■ **REQUIREMENT**
Supply the number of lines below containing "Chaperon", nothing else.

■ **DATA SUPPLIED**

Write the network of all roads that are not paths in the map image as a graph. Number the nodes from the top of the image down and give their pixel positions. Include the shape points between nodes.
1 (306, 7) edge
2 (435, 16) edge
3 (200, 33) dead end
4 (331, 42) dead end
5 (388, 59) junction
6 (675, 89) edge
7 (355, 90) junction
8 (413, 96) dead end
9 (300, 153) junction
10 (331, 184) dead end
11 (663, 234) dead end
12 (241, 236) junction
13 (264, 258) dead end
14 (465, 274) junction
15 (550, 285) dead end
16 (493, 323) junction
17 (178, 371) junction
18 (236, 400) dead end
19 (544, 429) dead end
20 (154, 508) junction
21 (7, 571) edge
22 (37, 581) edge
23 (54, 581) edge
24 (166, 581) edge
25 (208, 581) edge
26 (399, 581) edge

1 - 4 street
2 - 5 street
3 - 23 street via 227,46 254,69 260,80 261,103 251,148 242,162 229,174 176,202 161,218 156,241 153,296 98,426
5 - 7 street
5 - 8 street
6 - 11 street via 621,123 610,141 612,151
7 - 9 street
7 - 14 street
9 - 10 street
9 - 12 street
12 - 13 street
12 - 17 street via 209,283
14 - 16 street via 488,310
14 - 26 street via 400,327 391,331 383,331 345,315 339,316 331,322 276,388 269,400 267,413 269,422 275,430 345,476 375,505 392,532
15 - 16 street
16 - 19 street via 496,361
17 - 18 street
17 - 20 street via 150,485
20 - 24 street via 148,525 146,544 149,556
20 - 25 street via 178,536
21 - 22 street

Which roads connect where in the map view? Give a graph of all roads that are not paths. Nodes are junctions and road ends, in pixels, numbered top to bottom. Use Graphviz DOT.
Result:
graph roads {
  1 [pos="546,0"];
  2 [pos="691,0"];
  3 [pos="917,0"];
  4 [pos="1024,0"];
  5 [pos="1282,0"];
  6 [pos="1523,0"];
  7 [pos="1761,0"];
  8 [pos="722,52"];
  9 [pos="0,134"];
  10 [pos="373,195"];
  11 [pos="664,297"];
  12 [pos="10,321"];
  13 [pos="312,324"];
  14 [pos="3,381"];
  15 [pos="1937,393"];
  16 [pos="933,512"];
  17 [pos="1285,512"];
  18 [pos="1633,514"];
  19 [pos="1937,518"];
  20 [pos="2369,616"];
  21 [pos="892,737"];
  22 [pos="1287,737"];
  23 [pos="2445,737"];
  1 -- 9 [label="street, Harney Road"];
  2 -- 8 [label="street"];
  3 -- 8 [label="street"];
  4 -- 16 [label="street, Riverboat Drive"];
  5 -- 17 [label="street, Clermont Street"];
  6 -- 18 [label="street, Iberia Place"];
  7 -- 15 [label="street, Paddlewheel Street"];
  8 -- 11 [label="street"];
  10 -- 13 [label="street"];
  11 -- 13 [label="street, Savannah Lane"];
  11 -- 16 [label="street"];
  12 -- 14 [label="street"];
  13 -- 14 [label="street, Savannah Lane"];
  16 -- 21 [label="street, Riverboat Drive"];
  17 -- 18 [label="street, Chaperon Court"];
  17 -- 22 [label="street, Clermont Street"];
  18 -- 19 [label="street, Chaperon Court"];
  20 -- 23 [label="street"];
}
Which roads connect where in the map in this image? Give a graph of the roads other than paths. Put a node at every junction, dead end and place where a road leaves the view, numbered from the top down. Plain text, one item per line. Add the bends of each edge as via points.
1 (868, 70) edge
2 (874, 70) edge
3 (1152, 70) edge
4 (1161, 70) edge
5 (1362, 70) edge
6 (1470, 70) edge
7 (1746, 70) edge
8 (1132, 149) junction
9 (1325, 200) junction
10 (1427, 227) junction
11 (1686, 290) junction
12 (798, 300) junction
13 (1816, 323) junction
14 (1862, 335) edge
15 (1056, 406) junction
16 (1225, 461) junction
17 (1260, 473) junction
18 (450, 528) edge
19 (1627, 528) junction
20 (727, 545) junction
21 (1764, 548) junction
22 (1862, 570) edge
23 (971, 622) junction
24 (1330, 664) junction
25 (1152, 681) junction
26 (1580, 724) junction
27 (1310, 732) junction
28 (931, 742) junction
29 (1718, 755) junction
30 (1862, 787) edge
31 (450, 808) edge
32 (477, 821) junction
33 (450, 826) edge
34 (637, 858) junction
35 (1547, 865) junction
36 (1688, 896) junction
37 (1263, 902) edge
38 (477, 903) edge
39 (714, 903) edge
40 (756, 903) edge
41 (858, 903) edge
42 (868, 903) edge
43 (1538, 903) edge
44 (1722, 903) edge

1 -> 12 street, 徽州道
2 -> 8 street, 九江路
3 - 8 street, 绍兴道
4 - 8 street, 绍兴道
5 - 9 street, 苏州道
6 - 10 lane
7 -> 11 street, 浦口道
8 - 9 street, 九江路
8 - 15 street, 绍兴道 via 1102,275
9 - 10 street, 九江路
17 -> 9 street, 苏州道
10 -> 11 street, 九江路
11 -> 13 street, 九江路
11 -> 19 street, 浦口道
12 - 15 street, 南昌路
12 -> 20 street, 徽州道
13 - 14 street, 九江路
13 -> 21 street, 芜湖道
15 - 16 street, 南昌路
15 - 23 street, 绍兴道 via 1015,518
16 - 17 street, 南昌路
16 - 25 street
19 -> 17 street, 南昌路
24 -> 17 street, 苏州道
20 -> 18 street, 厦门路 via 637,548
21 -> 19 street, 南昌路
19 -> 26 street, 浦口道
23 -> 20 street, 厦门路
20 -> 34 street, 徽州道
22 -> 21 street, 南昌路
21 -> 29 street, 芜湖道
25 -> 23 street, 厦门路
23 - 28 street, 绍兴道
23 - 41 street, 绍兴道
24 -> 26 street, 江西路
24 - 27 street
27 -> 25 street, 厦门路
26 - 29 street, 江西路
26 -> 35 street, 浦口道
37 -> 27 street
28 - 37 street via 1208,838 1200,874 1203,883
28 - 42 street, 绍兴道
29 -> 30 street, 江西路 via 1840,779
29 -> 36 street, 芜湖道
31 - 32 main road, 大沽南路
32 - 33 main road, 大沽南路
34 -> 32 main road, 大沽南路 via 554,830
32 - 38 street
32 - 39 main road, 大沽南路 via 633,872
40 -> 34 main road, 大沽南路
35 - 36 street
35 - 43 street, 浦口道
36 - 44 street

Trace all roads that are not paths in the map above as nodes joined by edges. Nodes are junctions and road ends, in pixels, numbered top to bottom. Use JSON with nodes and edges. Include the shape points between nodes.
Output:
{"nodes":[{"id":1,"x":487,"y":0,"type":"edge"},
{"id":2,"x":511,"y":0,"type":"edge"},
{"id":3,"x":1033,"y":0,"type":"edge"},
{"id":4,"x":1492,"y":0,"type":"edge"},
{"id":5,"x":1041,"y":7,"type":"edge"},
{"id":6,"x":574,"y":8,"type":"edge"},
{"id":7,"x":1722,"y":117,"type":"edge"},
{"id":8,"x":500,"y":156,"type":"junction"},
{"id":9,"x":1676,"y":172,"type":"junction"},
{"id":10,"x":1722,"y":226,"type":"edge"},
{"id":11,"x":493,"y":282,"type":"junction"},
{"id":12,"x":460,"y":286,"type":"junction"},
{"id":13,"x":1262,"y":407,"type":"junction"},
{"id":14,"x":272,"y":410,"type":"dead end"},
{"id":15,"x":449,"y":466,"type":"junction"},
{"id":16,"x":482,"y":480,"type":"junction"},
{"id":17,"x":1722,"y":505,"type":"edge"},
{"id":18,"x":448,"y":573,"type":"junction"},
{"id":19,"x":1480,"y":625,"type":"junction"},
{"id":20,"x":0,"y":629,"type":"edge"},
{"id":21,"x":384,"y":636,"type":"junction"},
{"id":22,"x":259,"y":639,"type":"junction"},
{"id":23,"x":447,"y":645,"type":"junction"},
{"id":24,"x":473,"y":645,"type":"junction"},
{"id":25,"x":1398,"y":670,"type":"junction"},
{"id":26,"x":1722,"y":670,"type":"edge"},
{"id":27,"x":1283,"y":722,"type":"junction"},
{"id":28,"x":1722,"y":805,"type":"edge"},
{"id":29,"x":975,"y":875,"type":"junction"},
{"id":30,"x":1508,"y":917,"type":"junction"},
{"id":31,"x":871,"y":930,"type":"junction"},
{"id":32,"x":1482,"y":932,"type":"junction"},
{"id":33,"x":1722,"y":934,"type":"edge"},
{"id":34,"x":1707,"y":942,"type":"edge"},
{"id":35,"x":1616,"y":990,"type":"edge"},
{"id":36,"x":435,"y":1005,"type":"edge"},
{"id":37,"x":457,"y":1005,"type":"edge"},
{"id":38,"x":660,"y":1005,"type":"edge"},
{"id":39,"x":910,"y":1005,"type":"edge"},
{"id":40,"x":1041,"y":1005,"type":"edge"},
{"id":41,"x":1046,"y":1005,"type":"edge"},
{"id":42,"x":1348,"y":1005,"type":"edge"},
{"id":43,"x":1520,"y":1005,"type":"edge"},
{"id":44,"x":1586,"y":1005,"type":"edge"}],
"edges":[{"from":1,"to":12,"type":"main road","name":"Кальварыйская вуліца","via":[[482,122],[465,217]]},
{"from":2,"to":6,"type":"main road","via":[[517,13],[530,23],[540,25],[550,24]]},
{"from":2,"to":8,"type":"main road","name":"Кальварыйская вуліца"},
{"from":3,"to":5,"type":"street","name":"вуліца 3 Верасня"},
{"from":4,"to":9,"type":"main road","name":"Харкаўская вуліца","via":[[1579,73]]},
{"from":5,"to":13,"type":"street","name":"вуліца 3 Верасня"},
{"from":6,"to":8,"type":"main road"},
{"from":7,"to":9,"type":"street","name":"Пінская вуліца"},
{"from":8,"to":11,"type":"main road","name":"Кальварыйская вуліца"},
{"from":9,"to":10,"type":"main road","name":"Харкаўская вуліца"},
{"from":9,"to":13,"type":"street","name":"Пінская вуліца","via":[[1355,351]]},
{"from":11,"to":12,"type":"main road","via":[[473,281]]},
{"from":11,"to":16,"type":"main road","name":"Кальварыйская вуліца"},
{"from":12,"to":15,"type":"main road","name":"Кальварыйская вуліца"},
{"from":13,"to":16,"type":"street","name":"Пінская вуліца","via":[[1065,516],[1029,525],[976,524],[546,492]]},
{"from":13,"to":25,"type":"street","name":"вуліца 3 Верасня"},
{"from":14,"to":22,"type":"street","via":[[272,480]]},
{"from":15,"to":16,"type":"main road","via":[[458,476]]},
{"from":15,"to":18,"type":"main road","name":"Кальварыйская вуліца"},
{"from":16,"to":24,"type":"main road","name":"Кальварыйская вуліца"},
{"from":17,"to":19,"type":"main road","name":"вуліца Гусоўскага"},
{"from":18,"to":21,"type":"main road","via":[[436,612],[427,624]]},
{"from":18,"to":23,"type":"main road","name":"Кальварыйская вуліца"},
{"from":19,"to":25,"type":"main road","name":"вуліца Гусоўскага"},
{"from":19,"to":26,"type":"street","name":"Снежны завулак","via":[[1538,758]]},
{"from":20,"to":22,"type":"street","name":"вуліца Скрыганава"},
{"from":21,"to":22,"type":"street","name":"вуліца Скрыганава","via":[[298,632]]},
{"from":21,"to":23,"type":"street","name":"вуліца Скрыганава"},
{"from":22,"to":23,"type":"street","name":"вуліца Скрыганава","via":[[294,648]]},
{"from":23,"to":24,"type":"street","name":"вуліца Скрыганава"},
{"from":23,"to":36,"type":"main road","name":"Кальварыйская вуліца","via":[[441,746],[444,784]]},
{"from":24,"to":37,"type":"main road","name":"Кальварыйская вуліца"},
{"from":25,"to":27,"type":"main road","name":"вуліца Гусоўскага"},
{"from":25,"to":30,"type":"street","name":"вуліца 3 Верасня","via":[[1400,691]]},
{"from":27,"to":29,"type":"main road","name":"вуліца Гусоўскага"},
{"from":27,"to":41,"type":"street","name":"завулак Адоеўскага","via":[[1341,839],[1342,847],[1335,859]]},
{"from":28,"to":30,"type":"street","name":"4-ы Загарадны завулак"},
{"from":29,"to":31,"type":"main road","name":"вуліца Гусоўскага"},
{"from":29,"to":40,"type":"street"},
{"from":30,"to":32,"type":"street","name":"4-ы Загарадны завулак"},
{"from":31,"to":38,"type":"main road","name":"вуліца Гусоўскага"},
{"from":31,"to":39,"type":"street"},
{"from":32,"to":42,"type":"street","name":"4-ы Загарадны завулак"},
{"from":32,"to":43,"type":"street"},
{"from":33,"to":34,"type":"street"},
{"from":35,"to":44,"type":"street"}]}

■ **EXPECTED OUTPUT**
2